== Exercise material ==

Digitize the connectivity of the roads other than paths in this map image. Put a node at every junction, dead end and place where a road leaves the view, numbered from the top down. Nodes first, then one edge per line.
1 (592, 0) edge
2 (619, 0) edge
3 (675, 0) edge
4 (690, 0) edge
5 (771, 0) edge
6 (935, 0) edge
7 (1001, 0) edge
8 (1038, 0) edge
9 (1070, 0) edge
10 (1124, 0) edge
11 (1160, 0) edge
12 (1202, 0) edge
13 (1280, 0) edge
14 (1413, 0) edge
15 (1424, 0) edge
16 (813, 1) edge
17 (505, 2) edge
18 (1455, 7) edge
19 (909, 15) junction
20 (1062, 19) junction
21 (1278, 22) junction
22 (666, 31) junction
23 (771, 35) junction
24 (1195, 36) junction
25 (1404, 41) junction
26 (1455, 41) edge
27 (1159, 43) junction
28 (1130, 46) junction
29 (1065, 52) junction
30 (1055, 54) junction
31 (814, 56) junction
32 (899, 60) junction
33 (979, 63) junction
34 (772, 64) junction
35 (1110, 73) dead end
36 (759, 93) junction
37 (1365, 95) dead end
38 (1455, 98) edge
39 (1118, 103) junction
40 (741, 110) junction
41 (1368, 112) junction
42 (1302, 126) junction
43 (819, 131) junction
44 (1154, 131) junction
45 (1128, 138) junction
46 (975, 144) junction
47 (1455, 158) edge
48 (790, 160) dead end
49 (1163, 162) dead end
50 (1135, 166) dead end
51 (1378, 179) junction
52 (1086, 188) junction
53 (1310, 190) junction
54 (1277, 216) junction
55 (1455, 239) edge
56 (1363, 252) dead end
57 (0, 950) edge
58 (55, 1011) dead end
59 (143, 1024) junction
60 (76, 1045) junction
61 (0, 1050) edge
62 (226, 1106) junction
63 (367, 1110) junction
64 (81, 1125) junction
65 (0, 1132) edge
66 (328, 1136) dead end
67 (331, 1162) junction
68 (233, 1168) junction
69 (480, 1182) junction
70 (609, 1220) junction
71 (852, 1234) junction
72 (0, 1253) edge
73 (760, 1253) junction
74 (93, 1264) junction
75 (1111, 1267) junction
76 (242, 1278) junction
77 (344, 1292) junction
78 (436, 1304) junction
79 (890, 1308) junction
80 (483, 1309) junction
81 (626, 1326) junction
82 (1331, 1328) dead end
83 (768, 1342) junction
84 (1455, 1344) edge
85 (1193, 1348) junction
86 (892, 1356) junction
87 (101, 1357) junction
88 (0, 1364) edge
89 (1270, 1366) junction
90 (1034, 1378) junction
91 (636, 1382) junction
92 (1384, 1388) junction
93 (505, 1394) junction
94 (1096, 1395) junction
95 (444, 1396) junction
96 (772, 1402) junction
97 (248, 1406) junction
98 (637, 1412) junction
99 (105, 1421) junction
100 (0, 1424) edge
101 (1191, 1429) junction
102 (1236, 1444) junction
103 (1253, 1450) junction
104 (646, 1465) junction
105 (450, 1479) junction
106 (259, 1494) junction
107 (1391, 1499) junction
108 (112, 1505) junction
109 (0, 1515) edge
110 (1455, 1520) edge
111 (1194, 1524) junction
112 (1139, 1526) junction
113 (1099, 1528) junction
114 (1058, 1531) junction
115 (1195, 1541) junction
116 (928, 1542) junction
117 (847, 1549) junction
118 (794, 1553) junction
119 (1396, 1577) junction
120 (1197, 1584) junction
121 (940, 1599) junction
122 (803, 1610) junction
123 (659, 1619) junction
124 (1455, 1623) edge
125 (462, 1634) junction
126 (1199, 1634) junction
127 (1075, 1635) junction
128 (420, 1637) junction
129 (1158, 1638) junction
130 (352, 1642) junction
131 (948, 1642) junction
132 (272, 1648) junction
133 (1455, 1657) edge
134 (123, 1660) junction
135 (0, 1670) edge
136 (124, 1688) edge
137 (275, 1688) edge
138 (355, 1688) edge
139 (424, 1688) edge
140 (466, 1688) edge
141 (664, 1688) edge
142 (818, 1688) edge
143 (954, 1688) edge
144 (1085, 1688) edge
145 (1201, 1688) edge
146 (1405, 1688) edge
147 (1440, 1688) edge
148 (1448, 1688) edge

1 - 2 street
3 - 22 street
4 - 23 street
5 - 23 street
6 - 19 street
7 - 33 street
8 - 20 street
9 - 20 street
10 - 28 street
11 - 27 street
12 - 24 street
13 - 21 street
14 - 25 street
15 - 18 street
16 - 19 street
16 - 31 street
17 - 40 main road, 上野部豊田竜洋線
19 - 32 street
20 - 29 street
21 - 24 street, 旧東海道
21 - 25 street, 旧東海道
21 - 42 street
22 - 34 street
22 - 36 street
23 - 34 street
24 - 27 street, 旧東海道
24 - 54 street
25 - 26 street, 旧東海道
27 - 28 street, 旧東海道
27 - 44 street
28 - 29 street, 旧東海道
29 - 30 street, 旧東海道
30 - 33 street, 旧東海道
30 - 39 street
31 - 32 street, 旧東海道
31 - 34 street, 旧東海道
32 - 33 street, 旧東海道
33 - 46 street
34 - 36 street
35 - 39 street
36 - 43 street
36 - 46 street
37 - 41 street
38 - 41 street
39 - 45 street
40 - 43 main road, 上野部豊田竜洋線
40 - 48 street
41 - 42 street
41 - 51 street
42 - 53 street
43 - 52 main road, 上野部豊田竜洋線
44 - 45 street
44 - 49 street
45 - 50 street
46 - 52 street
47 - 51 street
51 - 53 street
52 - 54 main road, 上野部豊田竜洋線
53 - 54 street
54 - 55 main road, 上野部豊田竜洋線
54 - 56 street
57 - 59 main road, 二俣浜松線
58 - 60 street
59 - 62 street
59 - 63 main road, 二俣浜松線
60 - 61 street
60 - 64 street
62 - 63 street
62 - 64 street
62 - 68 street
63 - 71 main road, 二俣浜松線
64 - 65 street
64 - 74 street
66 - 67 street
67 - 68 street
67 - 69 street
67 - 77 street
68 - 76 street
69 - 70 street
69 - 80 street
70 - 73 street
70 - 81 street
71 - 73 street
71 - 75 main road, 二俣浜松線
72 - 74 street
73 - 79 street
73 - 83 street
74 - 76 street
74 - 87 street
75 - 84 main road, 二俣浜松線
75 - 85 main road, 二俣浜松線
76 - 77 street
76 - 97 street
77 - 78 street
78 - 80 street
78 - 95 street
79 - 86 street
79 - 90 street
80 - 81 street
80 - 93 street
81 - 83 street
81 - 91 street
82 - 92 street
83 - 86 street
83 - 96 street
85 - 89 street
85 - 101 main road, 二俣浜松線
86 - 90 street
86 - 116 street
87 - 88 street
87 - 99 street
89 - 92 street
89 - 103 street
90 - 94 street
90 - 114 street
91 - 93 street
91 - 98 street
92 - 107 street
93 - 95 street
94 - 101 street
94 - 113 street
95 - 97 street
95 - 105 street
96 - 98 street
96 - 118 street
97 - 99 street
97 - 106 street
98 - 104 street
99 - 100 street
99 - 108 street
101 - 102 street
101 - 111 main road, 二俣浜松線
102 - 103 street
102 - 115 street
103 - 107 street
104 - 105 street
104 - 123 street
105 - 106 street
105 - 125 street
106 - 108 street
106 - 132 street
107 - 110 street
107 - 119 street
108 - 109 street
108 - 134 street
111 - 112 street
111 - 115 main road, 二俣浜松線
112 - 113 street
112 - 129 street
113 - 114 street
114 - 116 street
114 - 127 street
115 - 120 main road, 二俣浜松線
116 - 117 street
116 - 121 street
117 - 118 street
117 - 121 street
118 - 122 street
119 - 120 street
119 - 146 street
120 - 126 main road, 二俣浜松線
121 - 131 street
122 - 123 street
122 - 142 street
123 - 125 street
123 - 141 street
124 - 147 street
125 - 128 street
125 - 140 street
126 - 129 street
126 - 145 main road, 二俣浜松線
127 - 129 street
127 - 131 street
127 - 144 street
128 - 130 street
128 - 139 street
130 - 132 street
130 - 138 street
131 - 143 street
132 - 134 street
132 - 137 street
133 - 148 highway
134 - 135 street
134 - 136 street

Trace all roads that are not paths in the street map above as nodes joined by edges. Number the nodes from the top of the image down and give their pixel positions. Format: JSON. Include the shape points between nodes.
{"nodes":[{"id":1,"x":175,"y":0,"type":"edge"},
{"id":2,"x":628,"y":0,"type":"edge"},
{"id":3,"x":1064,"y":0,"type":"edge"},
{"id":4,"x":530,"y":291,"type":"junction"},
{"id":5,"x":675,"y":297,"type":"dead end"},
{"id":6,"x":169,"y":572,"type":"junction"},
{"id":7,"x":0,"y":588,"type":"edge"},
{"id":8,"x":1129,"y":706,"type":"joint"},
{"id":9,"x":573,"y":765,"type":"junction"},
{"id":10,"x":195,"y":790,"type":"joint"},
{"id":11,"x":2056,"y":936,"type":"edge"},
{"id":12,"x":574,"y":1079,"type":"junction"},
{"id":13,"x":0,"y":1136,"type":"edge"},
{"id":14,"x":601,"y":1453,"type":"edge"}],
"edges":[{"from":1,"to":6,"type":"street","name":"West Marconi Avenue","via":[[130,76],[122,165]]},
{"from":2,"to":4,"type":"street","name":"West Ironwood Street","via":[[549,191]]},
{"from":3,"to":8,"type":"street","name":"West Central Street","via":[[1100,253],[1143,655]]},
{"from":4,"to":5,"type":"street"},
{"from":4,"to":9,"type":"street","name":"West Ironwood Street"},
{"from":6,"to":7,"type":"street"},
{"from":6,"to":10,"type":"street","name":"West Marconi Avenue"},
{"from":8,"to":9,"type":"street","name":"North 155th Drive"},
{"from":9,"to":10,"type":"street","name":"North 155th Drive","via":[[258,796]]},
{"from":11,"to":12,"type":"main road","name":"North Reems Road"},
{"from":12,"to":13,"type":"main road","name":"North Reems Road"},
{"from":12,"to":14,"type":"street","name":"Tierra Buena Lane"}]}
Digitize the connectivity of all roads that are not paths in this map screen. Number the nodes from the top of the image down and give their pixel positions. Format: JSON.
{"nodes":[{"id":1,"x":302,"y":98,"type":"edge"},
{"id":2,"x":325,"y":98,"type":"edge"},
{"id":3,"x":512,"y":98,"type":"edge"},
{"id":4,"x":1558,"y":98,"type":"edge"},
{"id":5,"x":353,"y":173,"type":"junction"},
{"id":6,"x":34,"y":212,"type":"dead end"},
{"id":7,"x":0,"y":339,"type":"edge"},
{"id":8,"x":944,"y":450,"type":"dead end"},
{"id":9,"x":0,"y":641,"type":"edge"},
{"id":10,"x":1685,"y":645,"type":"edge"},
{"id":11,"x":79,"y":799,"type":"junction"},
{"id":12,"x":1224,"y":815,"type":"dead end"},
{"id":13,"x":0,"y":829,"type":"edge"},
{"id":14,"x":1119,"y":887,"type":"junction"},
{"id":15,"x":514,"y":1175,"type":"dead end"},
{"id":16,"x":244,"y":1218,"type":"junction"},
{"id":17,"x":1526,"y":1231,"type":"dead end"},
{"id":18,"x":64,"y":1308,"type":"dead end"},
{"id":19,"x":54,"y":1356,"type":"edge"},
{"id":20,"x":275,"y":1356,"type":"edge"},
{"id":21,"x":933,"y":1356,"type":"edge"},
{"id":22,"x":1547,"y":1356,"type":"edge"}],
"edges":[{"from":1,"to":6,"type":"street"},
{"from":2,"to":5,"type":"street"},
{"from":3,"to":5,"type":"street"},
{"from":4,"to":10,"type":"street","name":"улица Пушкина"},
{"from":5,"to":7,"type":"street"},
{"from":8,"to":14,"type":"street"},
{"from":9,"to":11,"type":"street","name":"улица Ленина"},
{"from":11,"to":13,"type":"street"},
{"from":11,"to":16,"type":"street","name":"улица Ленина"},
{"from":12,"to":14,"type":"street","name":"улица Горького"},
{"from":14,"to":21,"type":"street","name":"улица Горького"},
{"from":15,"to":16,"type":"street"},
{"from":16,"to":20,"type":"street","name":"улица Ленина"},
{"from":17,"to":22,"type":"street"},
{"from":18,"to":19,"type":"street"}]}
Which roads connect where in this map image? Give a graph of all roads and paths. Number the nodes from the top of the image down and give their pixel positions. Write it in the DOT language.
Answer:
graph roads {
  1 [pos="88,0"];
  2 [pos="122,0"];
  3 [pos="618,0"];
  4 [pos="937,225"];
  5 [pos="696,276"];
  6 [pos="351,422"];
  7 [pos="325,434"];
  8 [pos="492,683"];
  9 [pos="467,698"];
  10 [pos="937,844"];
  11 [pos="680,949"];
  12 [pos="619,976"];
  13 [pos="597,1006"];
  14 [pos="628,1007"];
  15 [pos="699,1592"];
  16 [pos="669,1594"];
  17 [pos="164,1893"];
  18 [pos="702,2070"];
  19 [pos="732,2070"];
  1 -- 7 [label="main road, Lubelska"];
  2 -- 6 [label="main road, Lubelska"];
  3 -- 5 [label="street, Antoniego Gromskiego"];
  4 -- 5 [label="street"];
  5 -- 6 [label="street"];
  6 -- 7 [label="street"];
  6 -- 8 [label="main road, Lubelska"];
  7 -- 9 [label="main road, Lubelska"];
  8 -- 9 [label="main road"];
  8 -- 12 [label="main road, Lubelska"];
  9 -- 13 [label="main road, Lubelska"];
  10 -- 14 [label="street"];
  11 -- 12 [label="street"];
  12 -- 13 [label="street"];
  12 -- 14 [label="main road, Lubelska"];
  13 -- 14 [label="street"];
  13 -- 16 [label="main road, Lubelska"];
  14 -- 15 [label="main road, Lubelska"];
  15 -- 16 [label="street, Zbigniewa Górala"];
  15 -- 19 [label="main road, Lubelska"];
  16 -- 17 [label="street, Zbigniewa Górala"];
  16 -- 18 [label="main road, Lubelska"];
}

===

What is expected: Show the lines of the material that contain the word "West".

Exercise response:
"edges":[{"from":1,"to":6,"type":"street","name":"West Marconi Avenue","via":[[130,76],[122,165]]},
{"from":2,"to":4,"type":"street","name":"West Ironwood Street","via":[[549,191]]},
{"from":3,"to":8,"type":"street","name":"West Central Street","via":[[1100,253],[1143,655]]},
{"from":4,"to":9,"type":"street","name":"West Ironwood Street"},
{"from":6,"to":10,"type":"street","name":"West Marconi Avenue"},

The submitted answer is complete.